まさに大いなる倭の意味で使用されていたと思われますが、特にこの「大倭」の役職を担ったのが阿波鳴門の「宇豆彦(珍彦)」とその一族であったのです。
紀元3世紀前半卑弥呼の時代、阿波は「倭(邪馬臺:やまと)」と呼ばれていました。阿波鳴門の海人族(あまぞく)の大人(うし)「宇豆彦(珍彦)」一族が中心となって「大倭(おおやまと)」として全国を移動して国々の市を監督し、列島における東西の市の交易拠点を奈良纏向に置いて彼らの駐留本部としたことで纏向が東西の人々の集まる都市的形態を整えていったと考えられます。
奈良纏向が「宇豆彦」一族大倭氏の開拓地と目され、これが時とともに地名「大倭」の由来になったものと考えられます。阿波「倭」が開拓した "大いなる倭" 、副都の誕生です。これが開拓氏族(宇豆彦の子孫)によって伝承され、やがて律令制の「大倭国」となりました。
新撰姓氏録(※1)にはこのことがはっきりと分かる記述があります。「大和宿禰(やまとのすくね)」の説明で、神武天皇が速吸門(はやすひのと)で出逢った国つ神「宇豆彦(珍彦)」を「神知津彦(かむしりつひこ):別名椎根津彦(しひねつひこ)」と名付け、その軍功により「大倭国造(やまとのくにのみやつこ)」に任じていますが、この大倭国造は「大倭直(やまとのあたひ)」の始祖であると書かれているのです。つまり、古代「大倭」の地を治めたのが鳴門の宇豆彦であるということです。新撰姓氏録研究の第一人者佐伯有清氏も、また黛弘道氏も鳴門の大人(うし)だとは言っておられませんが(※2)、どうか新撰姓氏録・日本書紀・古事記の件の箇所を素直に読んでみて下さい。速吸門の宇豆彦とあれば、海水が大きく渦巻きのように吸い込まれるあの天下に名高い渦潮のある阿波鳴門以外には考えられないではありませんか、如何でしょうか。

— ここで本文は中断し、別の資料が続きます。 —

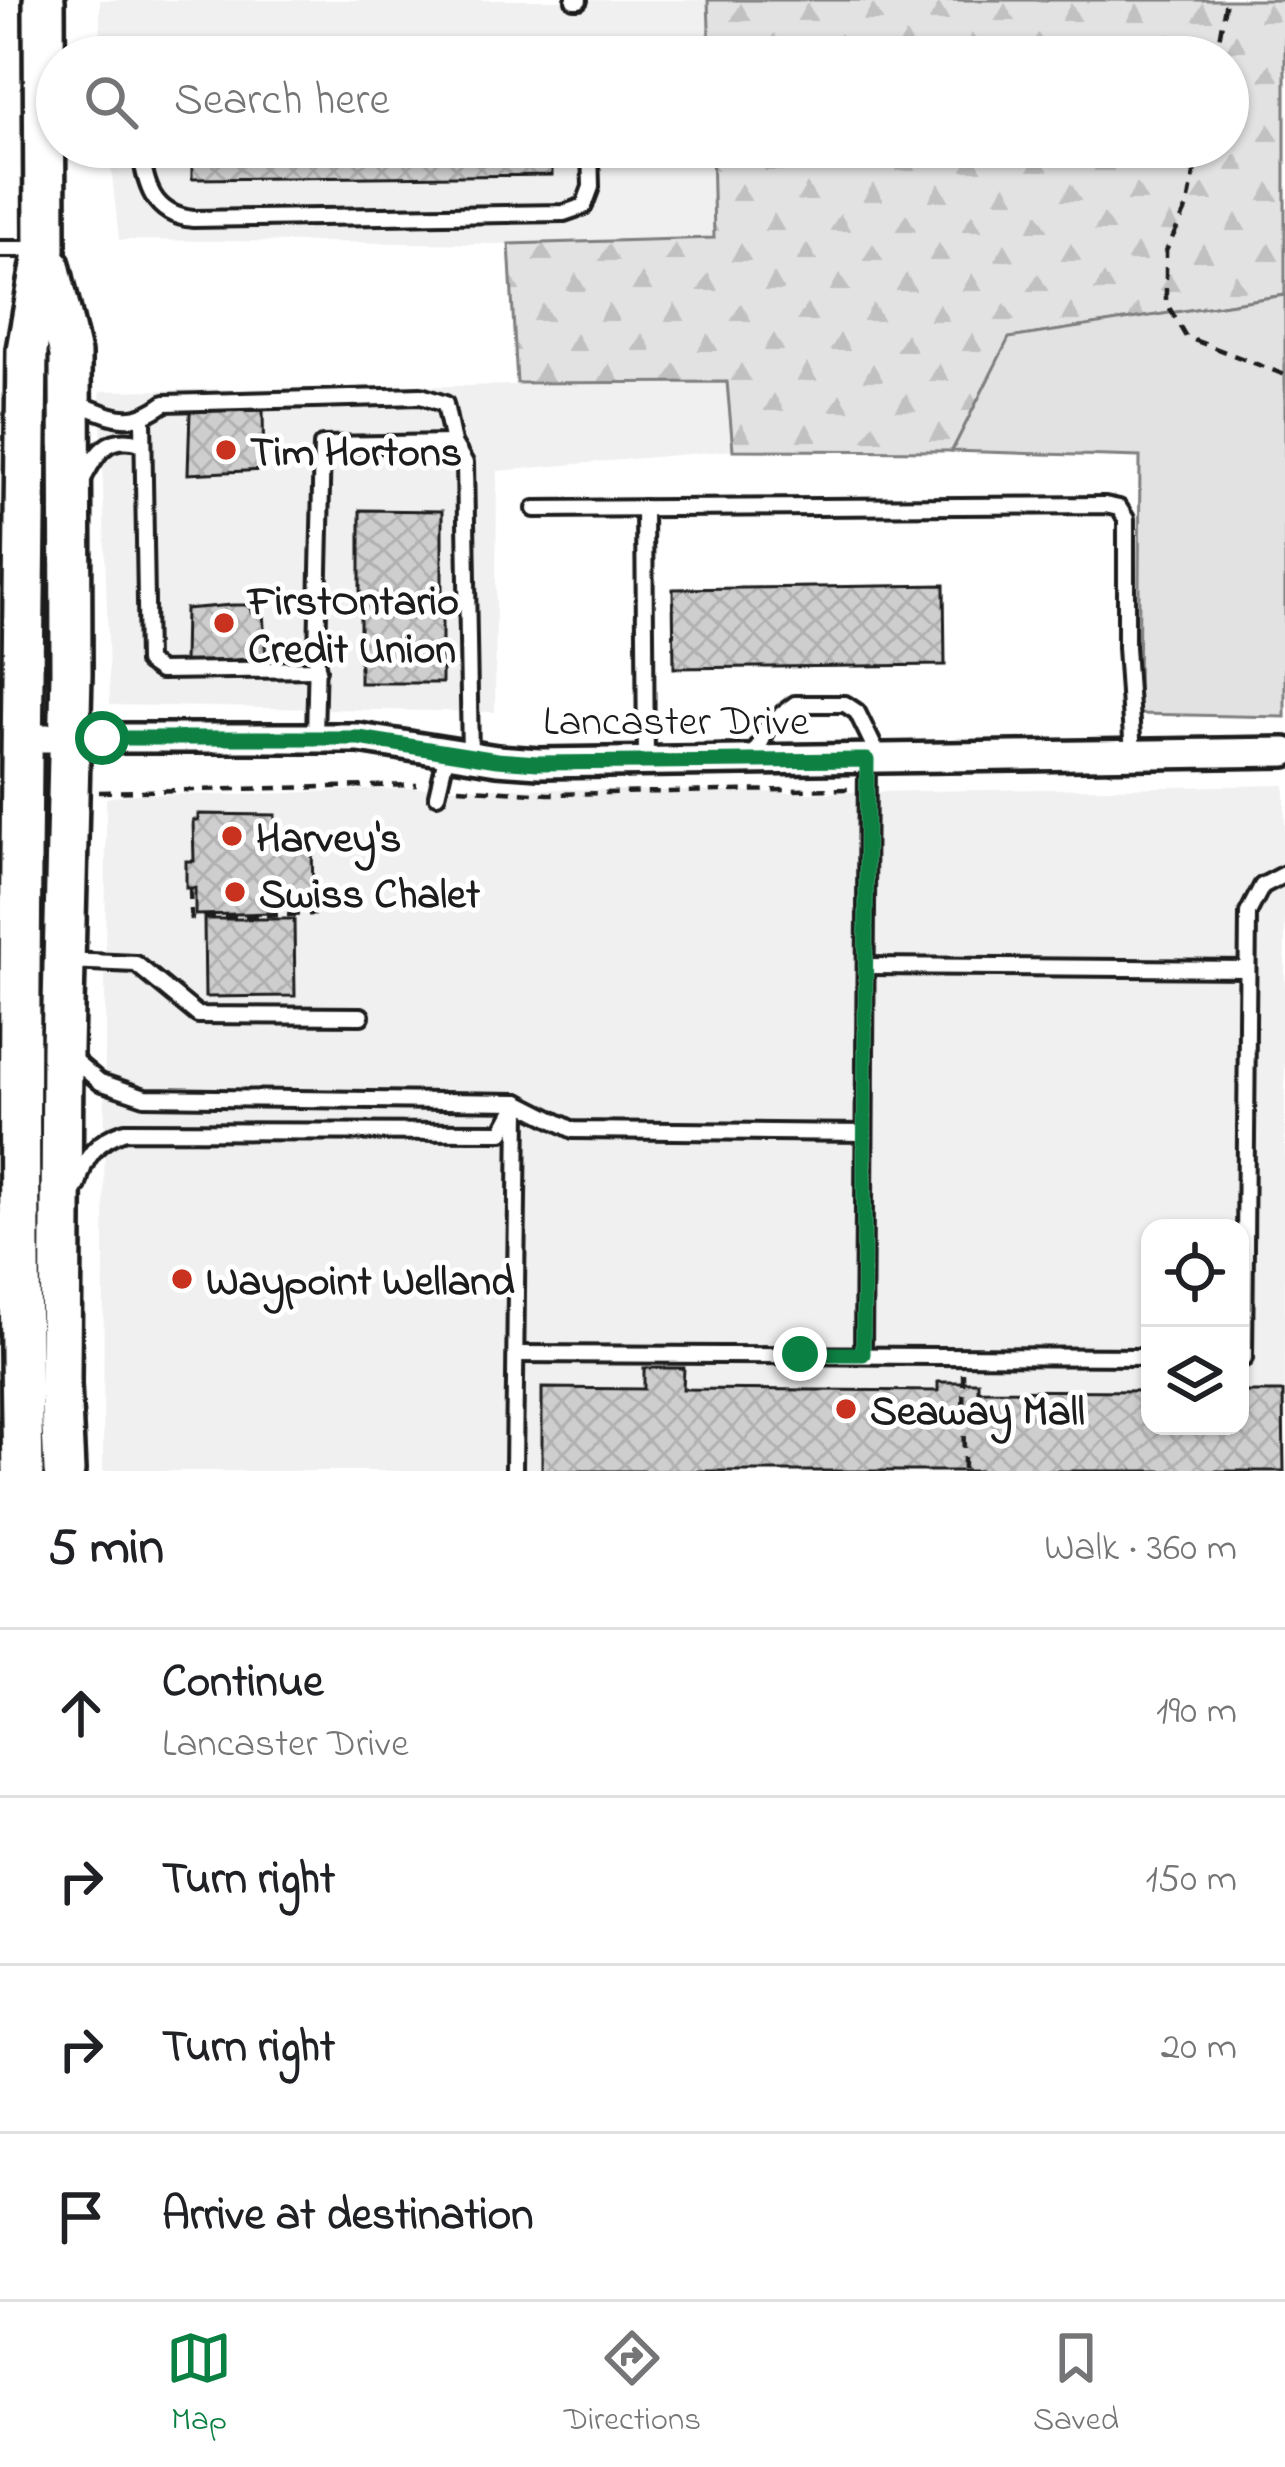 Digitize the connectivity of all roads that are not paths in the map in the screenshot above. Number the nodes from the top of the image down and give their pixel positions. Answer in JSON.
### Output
{"nodes":[{"id":1,"x":44,"y":0,"type":"edge"},
{"id":2,"x":46,"y":36,"type":"edge"},
{"id":3,"x":50,"y":168,"type":"edge"},
{"id":4,"x":146,"y":168,"type":"edge"},
{"id":5,"x":591,"y":168,"type":"edge"},
{"id":6,"x":0,"y":249,"type":"edge"},
{"id":7,"x":45,"y":249,"type":"junction"},
{"id":8,"x":70,"y":401,"type":"junction"},
{"id":9,"x":143,"y":418,"type":"junction"},
{"id":10,"x":141,"y":443,"type":"junction"},
{"id":11,"x":453,"y":443,"type":"junction"},
{"id":12,"x":71,"y":501,"type":"junction"},
{"id":13,"x":644,"y":508,"type":"junction"},
{"id":14,"x":535,"y":509,"type":"dead end"},
{"id":15,"x":318,"y":669,"type":"junction"},
{"id":16,"x":315,"y":737,"type":"junction"},
{"id":17,"x":12,"y":738,"type":"edge"},
{"id":18,"x":70,"y":739,"type":"junction"},
{"id":19,"x":1285,"y":752,"type":"edge"},
{"id":20,"x":459,"y":754,"type":"junction"},
{"id":21,"x":1133,"y":754,"type":"junction"},
{"id":22,"x":873,"y":759,"type":"junction"},
{"id":23,"x":752,"y":760,"type":"junction"},
{"id":24,"x":646,"y":761,"type":"junction"},
{"id":25,"x":437,"y":795,"type":"dead end"},
{"id":26,"x":1285,"y":874,"type":"edge"},
{"id":27,"x":62,"y":961,"type":"junction"},
{"id":28,"x":867,"y":966,"type":"junction"},
{"id":29,"x":1247,"y":970,"type":"junction"},
{"id":30,"x":361,"y":1016,"type":"dead end"},
{"id":31,"x":62,"y":1048,"type":"junction"},
{"id":32,"x":19,"y":1096,"type":"junction"},
{"id":33,"x":518,"y":1102,"type":"junction"},
{"id":34,"x":864,"y":1133,"type":"junction"},
{"id":35,"x":2,"y":1165,"type":"edge"},
{"id":36,"x":62,"y":1222,"type":"junction"},
{"id":37,"x":4,"y":1259,"type":"dead end"},
{"id":38,"x":18,"y":1324,"type":"junction"},
{"id":39,"x":1244,"y":1327,"type":"edge"},
{"id":40,"x":516,"y":1354,"type":"junction"},
{"id":41,"x":863,"y":1354,"type":"junction"},
{"id":42,"x":1141,"y":1357,"type":"edge"},
{"id":43,"x":11,"y":1381,"type":"edge"},
{"id":44,"x":23,"y":1471,"type":"edge"},
{"id":45,"x":64,"y":1471,"type":"edge"},
{"id":46,"x":514,"y":1471,"type":"edge"}],
"edges":[{"from":1,"to":2,"type":"main road"},
{"from":3,"to":7,"type":"main road"},
{"from":4,"to":5,"type":"lane"},
{"from":6,"to":7,"type":"lane"},
{"from":7,"to":8,"type":"main road"},
{"from":7,"to":17,"type":"main road"},
{"from":8,"to":9,"type":"lane"},
{"from":8,"to":12,"type":"main road"},
{"from":9,"to":10,"type":"lane"},
{"from":9,"to":11,"type":"lane"},
{"from":10,"to":12,"type":"lane"},
{"from":10,"to":15,"type":"lane"},
{"from":11,"to":15,"type":"lane"},
{"from":11,"to":20,"type":"lane"},
{"from":12,"to":18,"type":"main road"},
{"from":13,"to":14,"type":"lane"},
{"from":13,"to":21,"type":"lane"},
{"from":13,"to":24,"type":"lane"},
{"from":15,"to":16,"type":"lane"},
{"from":16,"to":18,"type":"street","name":"Lancaster Drive"},
{"from":16,"to":20,"type":"street","name":"Lancaster Drive"},
{"from":17,"to":18,"type":"street","name":"Lancaster Drive"},
{"from":17,"to":32,"type":"main road"},
{"from":18,"to":27,"type":"main road"},
{"from":19,"to":21,"type":"street","name":"Lancaster Drive"},
{"from":20,"to":24,"type":"street","name":"Lancaster Drive"},
{"from":20,"to":25,"type":"lane"},
{"from":21,"to":22,"type":"street","name":"Lancaster Drive"},
{"from":22,"to":23,"type":"street","name":"Lancaster Drive"},
{"from":22,"to":23,"type":"lane"},
{"from":22,"to":28,"type":"lane"},
{"from":23,"to":24,"type":"street","name":"Lancaster Drive"},
{"from":26,"to":29,"type":"lane"},
{"from":27,"to":30,"type":"lane"},
{"from":27,"to":31,"type":"main road"},
{"from":28,"to":29,"type":"lane"},
{"from":28,"to":34,"type":"lane"},
{"from":29,"to":39,"type":"lane"},
{"from":31,"to":33,"type":"lane"},
{"from":31,"to":36,"type":"main road"},
{"from":32,"to":35,"type":"lane"},
{"from":32,"to":38,"type":"main road"},
{"from":33,"to":34,"type":"lane"},
{"from":33,"to":36,"type":"lane"},
{"from":33,"to":40,"type":"lane"},
{"from":34,"to":41,"type":"lane"},
{"from":36,"to":45,"type":"main road"},
{"from":37,"to":38,"type":"lane"},
{"from":38,"to":43,"type":"main road"},
{"from":40,"to":41,"type":"lane"},
{"from":40,"to":46,"type":"lane"},
{"from":41,"to":42,"type":"lane"},
{"from":43,"to":44,"type":"main road"}]}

※1 平安時代初期、弘仁6年(815年)に嵯峨天皇の命により編纂された古代氏族名鑑
※2 佐伯有清著『新撰姓氏録の研究 本文篇』251頁、『同 考證篇 第四』85~95頁:吉川弘文館
魏志倭人伝にまた曰く、『女王国の東、海を渡ること千余里にして、また国あり、皆倭種なり。』
阿波の "倭" 人が海を越えて奈良纏向で拓いた地「大倭」であったからこそ倭人伝に記されているように阿波と奈良纏向が同じ倭種であったということが言えるのです。

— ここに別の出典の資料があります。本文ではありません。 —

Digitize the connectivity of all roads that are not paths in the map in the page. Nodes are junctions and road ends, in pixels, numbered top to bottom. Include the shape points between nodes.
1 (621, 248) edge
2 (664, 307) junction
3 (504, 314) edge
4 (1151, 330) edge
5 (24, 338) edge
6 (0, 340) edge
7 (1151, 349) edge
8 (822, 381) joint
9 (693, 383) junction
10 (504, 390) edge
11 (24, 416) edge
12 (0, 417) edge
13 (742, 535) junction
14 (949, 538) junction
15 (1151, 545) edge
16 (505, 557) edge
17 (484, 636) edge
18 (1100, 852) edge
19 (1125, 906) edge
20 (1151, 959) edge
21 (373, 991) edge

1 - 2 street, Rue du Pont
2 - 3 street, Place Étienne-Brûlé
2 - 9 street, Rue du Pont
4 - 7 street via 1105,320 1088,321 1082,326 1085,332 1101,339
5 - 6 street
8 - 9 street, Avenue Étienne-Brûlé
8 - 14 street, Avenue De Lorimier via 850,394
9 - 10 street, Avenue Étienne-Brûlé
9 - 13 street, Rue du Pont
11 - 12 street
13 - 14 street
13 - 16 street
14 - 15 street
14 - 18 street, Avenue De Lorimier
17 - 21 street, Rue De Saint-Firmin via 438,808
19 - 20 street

この鳴門の「宇豆彦(珍彦)」をご祭神とする「宇志比古神社」と、すぐ裏山の宇志比古が葬られた「西山谷2号墳」をご紹介致します。
「宇志比古神社」(社殿によれば創立年代は太古)
県道12号線(通称:鳴池線)沿い、JR阿波大谷駅の北、「阿波神社」のすぐ東に鎮座しています。
鳥居前の信号のすぐ真北に「宇志比古神社」と彫り込まれた石柱があるのですぐ分かります(車も通行できます)。
「西山谷2号墳」
その北側の山にあったのが「宇豆彦(珍彦)」のお墓、「西山谷2号墳」です。平成12年の高松自動車道の整備に伴って取り壊され、現在は県立埋蔵文化財センターの敷地内に移築復元されています。その様子と説明表示写真をご覧頂きましょう。

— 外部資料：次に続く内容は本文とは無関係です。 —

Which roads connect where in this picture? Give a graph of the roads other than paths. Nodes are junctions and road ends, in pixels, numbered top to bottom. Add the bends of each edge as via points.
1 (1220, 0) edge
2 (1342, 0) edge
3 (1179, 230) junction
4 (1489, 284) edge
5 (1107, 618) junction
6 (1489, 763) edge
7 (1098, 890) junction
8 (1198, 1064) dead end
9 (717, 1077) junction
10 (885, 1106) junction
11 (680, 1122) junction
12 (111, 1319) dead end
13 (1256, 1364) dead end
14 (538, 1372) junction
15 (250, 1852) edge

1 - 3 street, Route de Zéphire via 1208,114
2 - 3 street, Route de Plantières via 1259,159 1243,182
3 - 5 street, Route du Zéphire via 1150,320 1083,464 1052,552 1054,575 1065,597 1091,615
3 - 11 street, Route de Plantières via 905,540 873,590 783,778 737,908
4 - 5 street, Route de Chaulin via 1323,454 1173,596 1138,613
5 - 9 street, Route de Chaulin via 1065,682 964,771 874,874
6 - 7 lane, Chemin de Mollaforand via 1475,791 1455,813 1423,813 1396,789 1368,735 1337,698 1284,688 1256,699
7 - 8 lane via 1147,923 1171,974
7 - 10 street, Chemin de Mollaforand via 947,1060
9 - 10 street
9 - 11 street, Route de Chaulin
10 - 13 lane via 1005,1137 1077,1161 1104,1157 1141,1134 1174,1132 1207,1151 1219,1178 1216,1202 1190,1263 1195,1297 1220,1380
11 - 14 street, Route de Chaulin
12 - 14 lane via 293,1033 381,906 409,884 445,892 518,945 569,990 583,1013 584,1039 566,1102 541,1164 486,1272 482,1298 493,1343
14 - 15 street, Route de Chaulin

紀元3世紀半ばに築造された、直径約20mの竪穴式石室を有する円墳です。
平成12年の発掘調査時には、畿内等の学者が大挙してやって来て現地を見て絶句するほどの驚きだったそうです。
畿内説の第一人者の1人、かつて徳島文理大学香川校の教授であった石野博信氏の新聞解説(※)によれば、『平石を積み、狭くて長い石室を作るのは四世紀の大和政権の葬法である。それと同タイプが三世紀中ごろの徳島にあるとは何ごとか、と学会は騒然とした。』と同氏に言わしめたほどの古墳です。
(※ 平成12年5月20日(土)付、徳島新聞朝刊)
要するに諸学者が一致して認めざるを得なかった事実は、この古墳が奈良盆地の初期王墓とされる「箸墓古墳」など畿内の数多くの巨大前方後円墳のルーツであることが明らかになったということです。この古墳一つ取っても阿波と奈良との関係がよくご理解頂けるものと思います。
石室内部からは「斜縁上方乍銘獣帯鏡」が出土しています。
この鏡は中国製の青銅鏡で、あの有名な三角縁神獣鏡よりも20~30年古く、ここから1.5kmほど西の「萩原1号墓」や奈良「ホケノ山古墳」で出土した「画文帯神獣鏡」とほぼ同時期の鏡です。